Your answer should be every line of the records that contains the word "Give", copied as it stands.

Data supplied:
====

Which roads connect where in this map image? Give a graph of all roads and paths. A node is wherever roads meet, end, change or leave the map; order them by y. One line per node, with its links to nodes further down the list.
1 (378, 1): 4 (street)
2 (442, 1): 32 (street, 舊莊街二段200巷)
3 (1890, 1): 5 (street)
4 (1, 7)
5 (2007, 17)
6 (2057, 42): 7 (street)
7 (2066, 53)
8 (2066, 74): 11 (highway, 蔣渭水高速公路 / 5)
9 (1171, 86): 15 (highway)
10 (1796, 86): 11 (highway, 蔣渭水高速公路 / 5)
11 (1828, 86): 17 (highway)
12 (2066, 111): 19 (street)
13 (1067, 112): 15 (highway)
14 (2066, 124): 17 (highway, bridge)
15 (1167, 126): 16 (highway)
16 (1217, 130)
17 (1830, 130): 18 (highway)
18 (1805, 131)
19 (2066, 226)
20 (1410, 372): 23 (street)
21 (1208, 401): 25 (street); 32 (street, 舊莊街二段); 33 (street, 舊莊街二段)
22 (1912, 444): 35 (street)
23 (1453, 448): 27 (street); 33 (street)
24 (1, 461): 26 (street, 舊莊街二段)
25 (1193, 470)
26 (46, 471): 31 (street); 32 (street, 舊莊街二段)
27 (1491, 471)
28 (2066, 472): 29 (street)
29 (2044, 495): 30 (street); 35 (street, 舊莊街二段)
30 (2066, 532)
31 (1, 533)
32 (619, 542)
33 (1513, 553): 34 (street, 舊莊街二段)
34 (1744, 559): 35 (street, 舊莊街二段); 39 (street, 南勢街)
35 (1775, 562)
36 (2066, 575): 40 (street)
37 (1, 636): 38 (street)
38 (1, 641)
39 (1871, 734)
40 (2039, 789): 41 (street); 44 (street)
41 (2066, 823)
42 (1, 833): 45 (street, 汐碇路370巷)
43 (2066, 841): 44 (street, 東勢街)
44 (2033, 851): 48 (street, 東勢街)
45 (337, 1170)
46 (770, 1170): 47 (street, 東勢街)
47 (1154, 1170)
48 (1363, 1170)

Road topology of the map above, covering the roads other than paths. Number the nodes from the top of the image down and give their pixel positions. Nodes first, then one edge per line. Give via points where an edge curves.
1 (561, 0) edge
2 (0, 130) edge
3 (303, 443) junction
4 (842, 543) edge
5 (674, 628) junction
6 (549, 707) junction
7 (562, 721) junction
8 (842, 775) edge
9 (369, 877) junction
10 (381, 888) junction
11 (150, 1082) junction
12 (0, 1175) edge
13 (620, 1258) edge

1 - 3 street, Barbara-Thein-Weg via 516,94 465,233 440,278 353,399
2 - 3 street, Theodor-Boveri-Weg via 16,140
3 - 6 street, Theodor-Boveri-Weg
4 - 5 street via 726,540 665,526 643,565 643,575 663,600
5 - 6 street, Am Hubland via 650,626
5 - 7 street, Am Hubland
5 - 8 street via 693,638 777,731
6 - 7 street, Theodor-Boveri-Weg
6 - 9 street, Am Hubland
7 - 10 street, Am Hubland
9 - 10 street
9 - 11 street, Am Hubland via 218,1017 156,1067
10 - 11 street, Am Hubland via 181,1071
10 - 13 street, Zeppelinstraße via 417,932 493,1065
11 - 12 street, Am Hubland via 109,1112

====

Exercise answer:
Which roads connect where in this map image? Give a graph of all roads and paths. A node is wherever roads meet, end, change or leave the map; order them by y. One line per node, with its links to nodes further down the list.
Road topology of the map above, covering the roads other than paths. Number the nodes from the top of the image down and give their pixel positions. Nodes first, then one edge per line. Give via points where an edge curves.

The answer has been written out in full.